On savait déjà que le stress oxydatif des espèces réactives de l’oxygène, ou ROS, jouait un rôle clé dans l’activation de l’immunité allo-réactive et autoréactive envers les îlots de Langerhans greffés, et les cellules bêta productrices d’insuline des îlots sont plus sensibles aux ROS que de nombreuses autres cellules du corps.

Une technique très efficace

Dans les expériences de transplantation auto-immune, plus de la moitié des greffons encapsulés ont survécu à 70 jours après la transplantation, tandis que moins d’un quart des greffons non encapsulés ont survécu. Dans les expériences de transplantation allo-immune, où les îlots de Langerhans provenaient d’une souche différente de souris, environ 40 % des greffons encapsulés ont survécu 120 jours après la transplantation, tandis que tous les greffons non encapsulés ont été rejetés en moins de 50 jours.
Les souris recevant les greffons encapsulés, présentaient une diminution significative de l’infiltration des cellules immunitaires, de la synthèse des ROS, des chimiokines inflammatoires, des cytokines et de l’infiltration des cellules T CD8, par rapport aux souris recevant les îlots non encapsulés. Les ROS sont connus pour favoriser la différenciation des macrophages M1 pro-inflammatoires; en revanche, les souris recevant les îlots encapsulés ont montré une augmentation des macrophages M2 anti-inflammatoires.
Selon Tse et Kharlampieva, on peut faire beaucoup plus pour améliorer l’immunosuppression par l’encapsulation, et étendre cette protection à d’autres sources d’îlots, qui sont plus facilement accessibles que les îlots de cadavres humains.

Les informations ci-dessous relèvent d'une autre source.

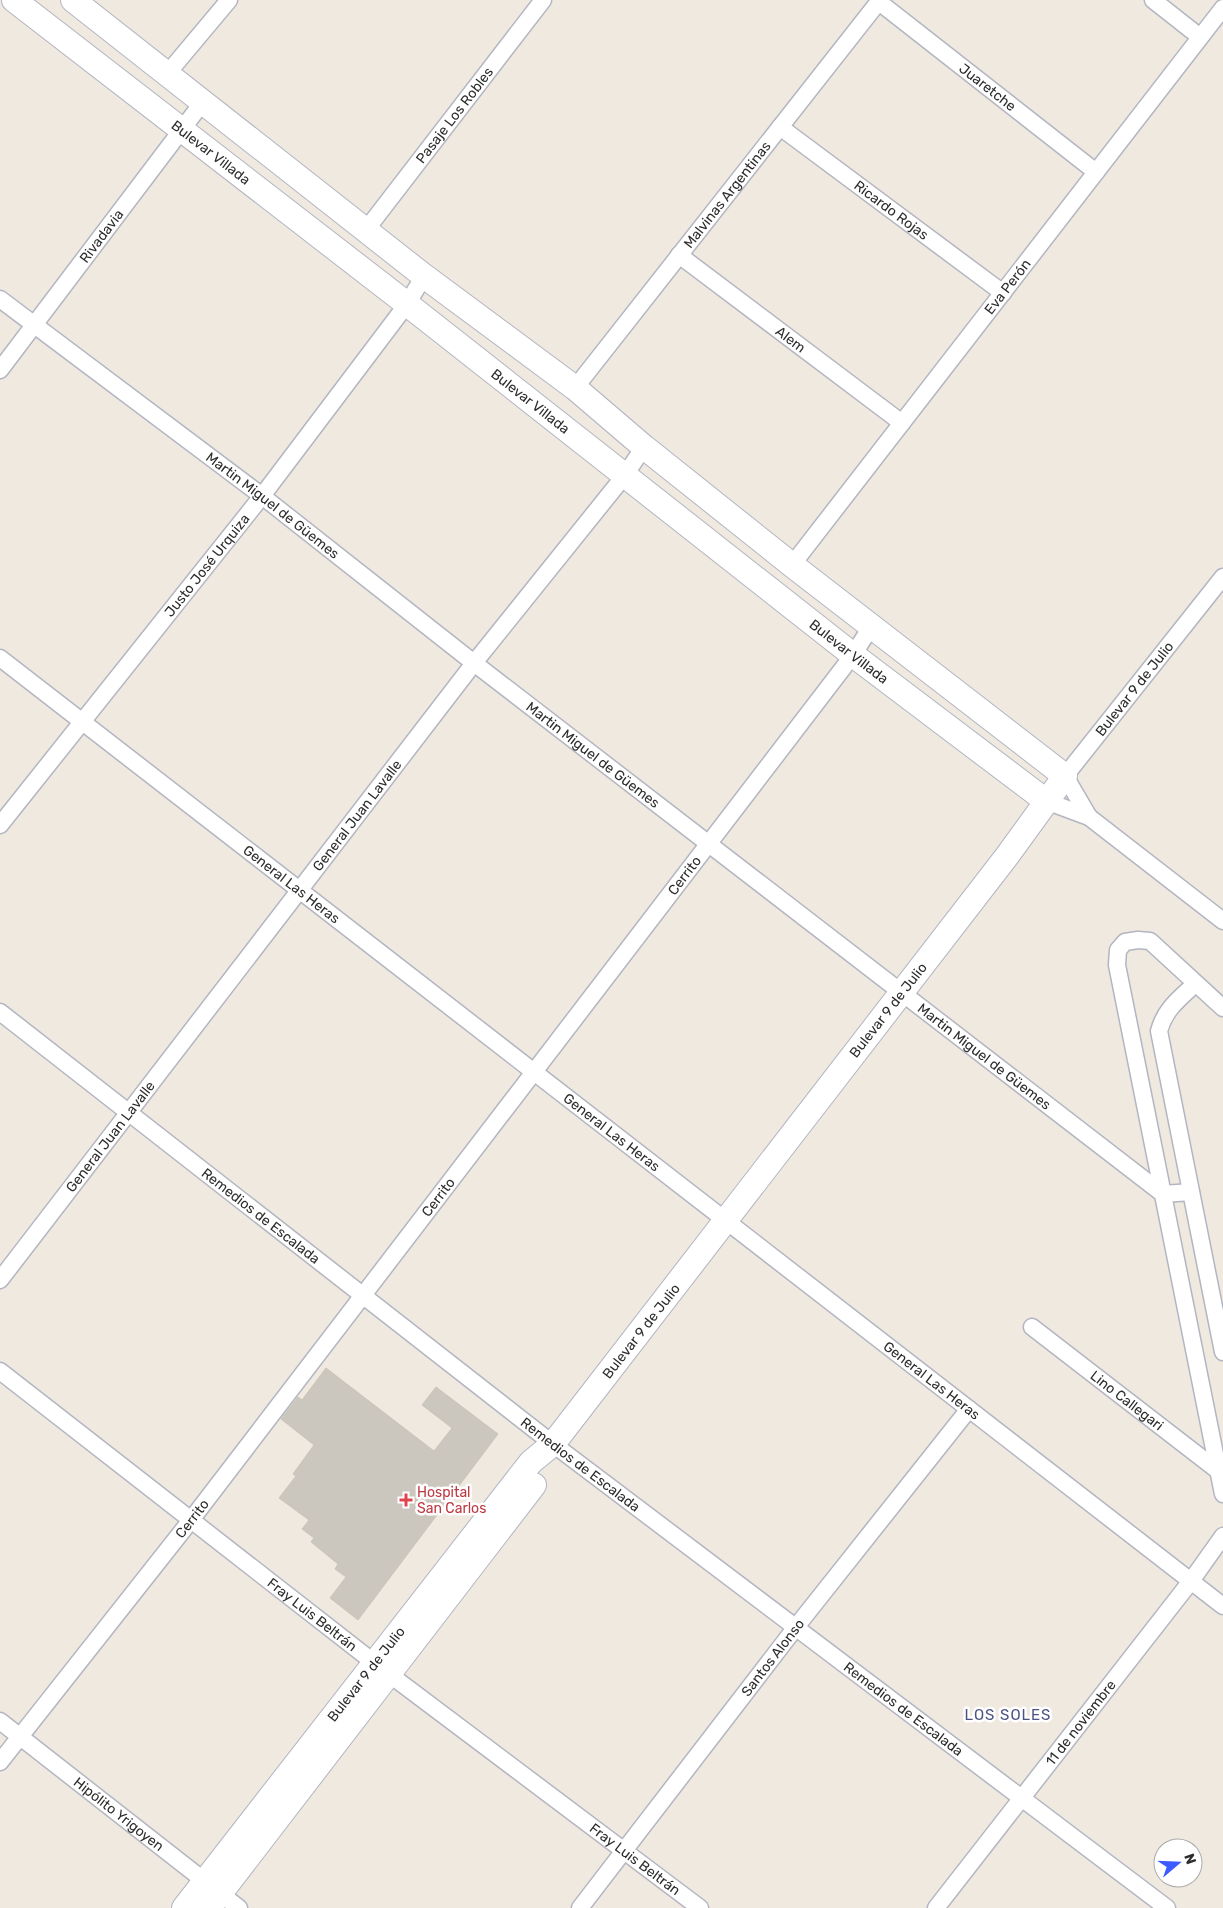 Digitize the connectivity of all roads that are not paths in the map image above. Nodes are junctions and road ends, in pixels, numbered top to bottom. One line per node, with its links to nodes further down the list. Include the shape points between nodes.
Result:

Une avancée significative pour les greffes d’îlots chez l’homme

« L’utilisation des revêtements n’est pas limitée à l’encapsulation des îlots de Langerhans humains, car nos études préliminaires démontrent également que l’encapsulation ne compromet pas la fonction des îlots de Langerhans porcins néonatals et peut également être étendue pour inclure les cellules bêta pancréatiques dérivées de cellules souches humaines », ont déclaré les chercheurs.
« Notre approche visant à inhiber les réponses immunitaires pro-inflammatoires, avec des îlots encapsulés dans du poly(N-vinylpyrrolidone)-acide tannique sans immunosuppression systémique, est une avancée significative vers la réussite des greffes d’îlots chez l’homme », ont déclaré les auteurs principaux de cette étude, Hubert Tse, et Eugenia Kharlampieva.
Cette recherche a été publiée dans Diabetes.